Items listed in a dataset:
===

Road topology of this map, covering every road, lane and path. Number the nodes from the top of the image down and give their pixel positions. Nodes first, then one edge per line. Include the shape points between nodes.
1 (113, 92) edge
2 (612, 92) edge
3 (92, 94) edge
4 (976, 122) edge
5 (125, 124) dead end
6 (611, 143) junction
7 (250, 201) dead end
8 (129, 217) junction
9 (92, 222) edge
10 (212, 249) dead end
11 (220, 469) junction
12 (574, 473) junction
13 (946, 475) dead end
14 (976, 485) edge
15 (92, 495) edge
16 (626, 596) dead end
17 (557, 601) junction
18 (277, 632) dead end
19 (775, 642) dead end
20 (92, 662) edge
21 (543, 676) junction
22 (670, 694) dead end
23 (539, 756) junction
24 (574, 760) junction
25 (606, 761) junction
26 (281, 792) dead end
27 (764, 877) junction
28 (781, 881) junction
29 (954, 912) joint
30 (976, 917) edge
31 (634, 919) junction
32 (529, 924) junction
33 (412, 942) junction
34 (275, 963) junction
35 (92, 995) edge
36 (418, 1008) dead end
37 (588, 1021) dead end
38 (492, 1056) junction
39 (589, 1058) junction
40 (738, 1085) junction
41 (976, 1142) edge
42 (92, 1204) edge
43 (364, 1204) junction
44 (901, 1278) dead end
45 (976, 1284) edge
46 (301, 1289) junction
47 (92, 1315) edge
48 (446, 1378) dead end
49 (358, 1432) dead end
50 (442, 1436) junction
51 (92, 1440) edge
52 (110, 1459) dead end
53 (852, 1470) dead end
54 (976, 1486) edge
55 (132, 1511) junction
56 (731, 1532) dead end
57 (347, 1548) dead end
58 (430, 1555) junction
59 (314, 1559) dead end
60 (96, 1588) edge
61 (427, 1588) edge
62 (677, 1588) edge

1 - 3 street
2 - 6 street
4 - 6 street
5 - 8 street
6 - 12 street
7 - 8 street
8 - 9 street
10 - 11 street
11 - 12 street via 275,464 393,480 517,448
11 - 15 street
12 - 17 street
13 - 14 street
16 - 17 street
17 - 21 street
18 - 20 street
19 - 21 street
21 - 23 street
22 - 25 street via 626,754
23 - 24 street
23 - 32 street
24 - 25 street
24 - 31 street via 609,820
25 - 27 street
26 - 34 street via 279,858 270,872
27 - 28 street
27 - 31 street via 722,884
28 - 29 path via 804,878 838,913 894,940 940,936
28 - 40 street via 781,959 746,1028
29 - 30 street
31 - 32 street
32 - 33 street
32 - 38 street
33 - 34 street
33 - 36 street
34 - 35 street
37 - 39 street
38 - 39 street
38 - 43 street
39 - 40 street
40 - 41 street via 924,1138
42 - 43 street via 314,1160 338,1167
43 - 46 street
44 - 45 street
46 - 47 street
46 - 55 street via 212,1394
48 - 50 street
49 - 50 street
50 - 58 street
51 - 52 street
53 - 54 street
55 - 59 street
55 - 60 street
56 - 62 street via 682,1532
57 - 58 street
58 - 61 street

===

In the records above, how many lines include "path"? Answer with the number alone.

▶ [Response to the exercise]: 2